Slope of perpendicular bisector of AB = m2 = 1/m1 = 4/7

Then equation of the perpendicular bisector of AB is given by:

y = (4/7)x + c

To find value of c we substitute coordinates of mid point of AB in the above equation. Thus:

-11/2 = (4/7)*2 + c

==> c = -11/2 - 8/7 = (-77 - 16)/14 = -93/14

Thus the equation of perpendicular bisector becomes:

y = (4/7)x - 93/14

The y-coordinate of the point where it cuts the y-axis is -93/14.

Coordinates of the point are (0, -93/14)

Posted on

The point (0, y) that is equidistant from (4, -9) and (0, -2) has to be determined.

Looking at the coordinates of (0, y) and (0, -2) it is clear that both the points lie on the y axis.

The distance of (0, y) from the point (0, -2) is equal to -2 - y

The distance of (0, y) from the point (4, -9) is given by `sqrt((4 - 0)^2 + (-9-y)^2)` .

As an equidistant point is desired, equate -2 - y and `sqrt((4 - 0)^2 + (-9-y)^2)` and solve for y

`-2 - y = sqrt((4 - 0)^2 + (-9-y)^2)`

`(-2 - y)^2 = (4 - 0)^2 + (-9-y)^2`

`(-2 - y)^2 = 16 + (-9-y)^2`

4 + y^2 + 4y = 16 + 81 + y^2 + 18y

4 = 16 + 81 + 14y

14y = -93

y = -93/14

The required point (0, y) is `(0, -93/14)`

Posted on

To determine the point (0,y) equidistant from the two given points (4,-9) and(0,-2).
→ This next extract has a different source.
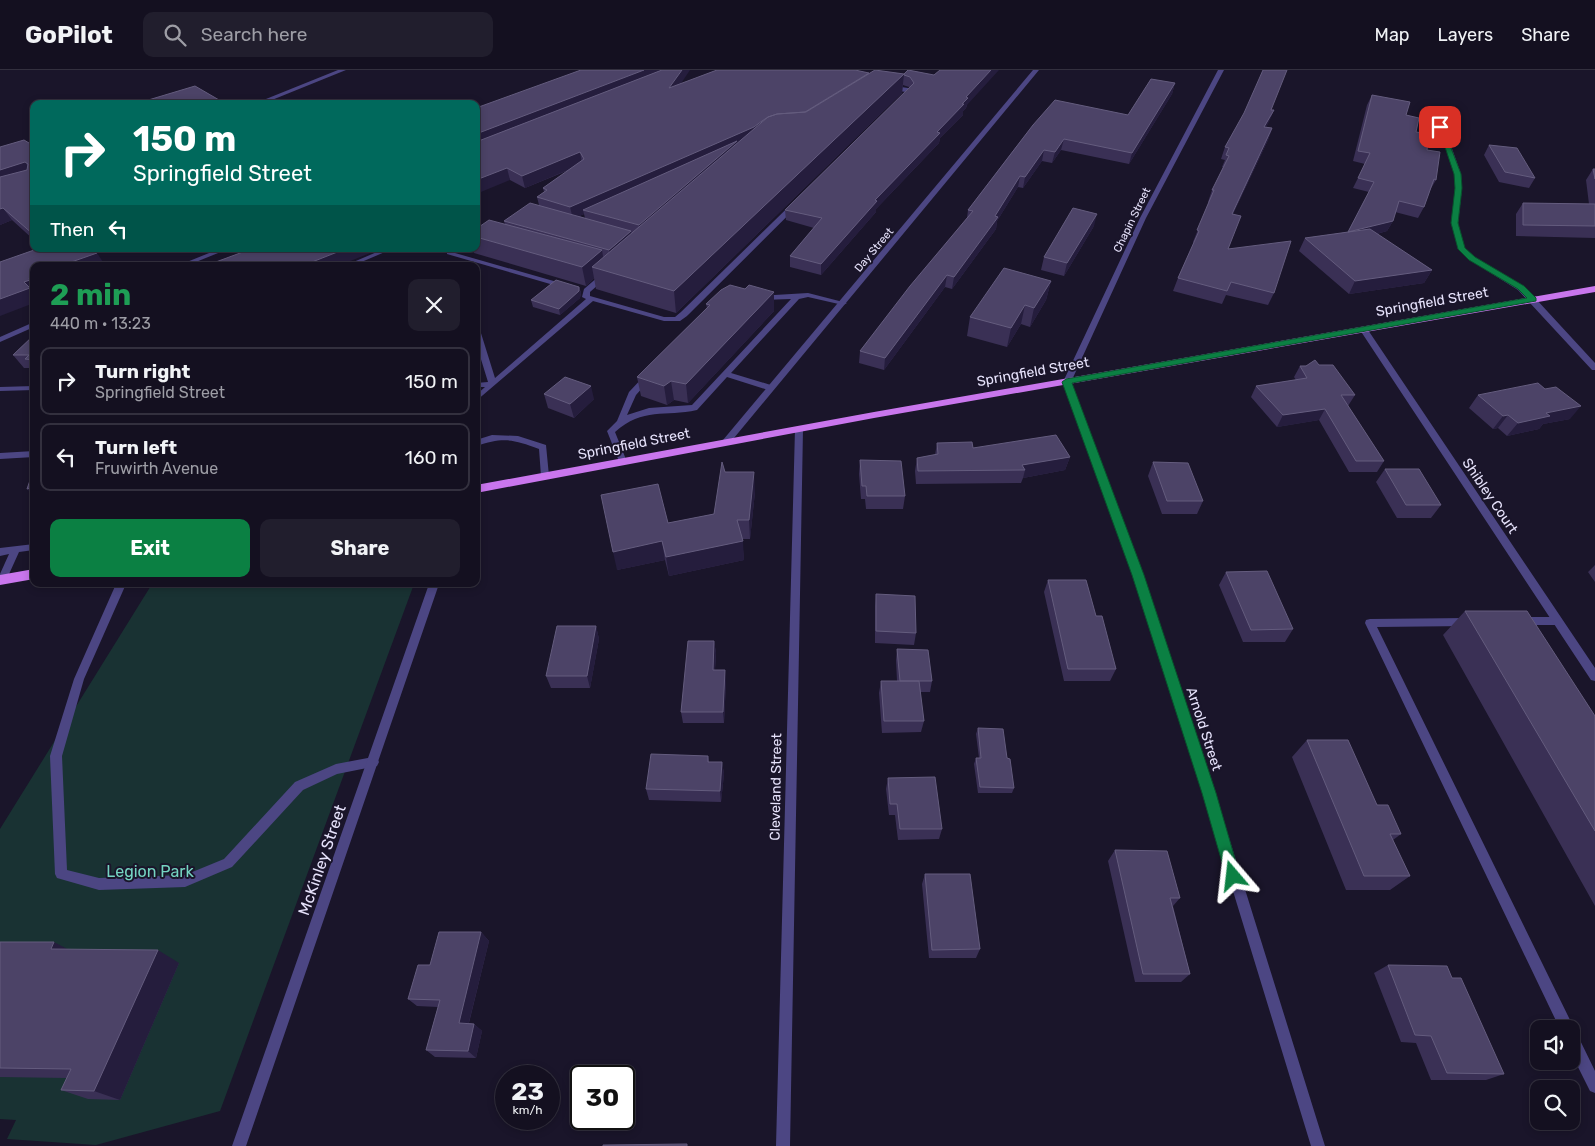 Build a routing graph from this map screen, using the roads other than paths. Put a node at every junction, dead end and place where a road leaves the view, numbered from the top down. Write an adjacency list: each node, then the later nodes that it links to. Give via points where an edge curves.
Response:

The distance d between the two points P(x1,y1) and P(x2,y2) is given by:

d = PQ = sqrt{(x2-x1)^2 + (y2-y1)^2}

The distance between point (0,y) and (4,-9) is sqrt{(4-0)^2+(-9-y)^2} = sqrt{4^2+(9+y)^2}...(1)
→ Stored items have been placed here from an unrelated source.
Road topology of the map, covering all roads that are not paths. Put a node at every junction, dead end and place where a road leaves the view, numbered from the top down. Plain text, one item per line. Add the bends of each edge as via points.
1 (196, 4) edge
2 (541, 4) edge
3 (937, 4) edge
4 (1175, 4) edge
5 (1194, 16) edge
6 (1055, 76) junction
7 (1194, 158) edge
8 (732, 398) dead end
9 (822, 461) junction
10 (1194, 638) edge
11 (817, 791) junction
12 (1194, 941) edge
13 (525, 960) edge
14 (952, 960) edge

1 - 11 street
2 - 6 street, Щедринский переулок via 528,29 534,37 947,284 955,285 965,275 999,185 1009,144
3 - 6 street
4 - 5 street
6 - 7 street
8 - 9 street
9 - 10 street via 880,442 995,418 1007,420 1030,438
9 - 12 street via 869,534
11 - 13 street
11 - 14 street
The distance between the point (o,y) and (0,-2) is sqrt{(0-4)^2+(-2-y)^2}= sqrt(2+y)^2...(2)

Since the distances at (1) and (2) are equal,

4^2+(9+y)^2 =16+ (2+y)^2.

16+81+18y+y^2=20+4y+y^2.

97 +18y = 20+4y.

97-20 = 4y-18y.

77 = -14y

y = 77/-14 = -11/2 = -5.5.

y = -5.5.

Therefore the unknown ordinate y =-5.5.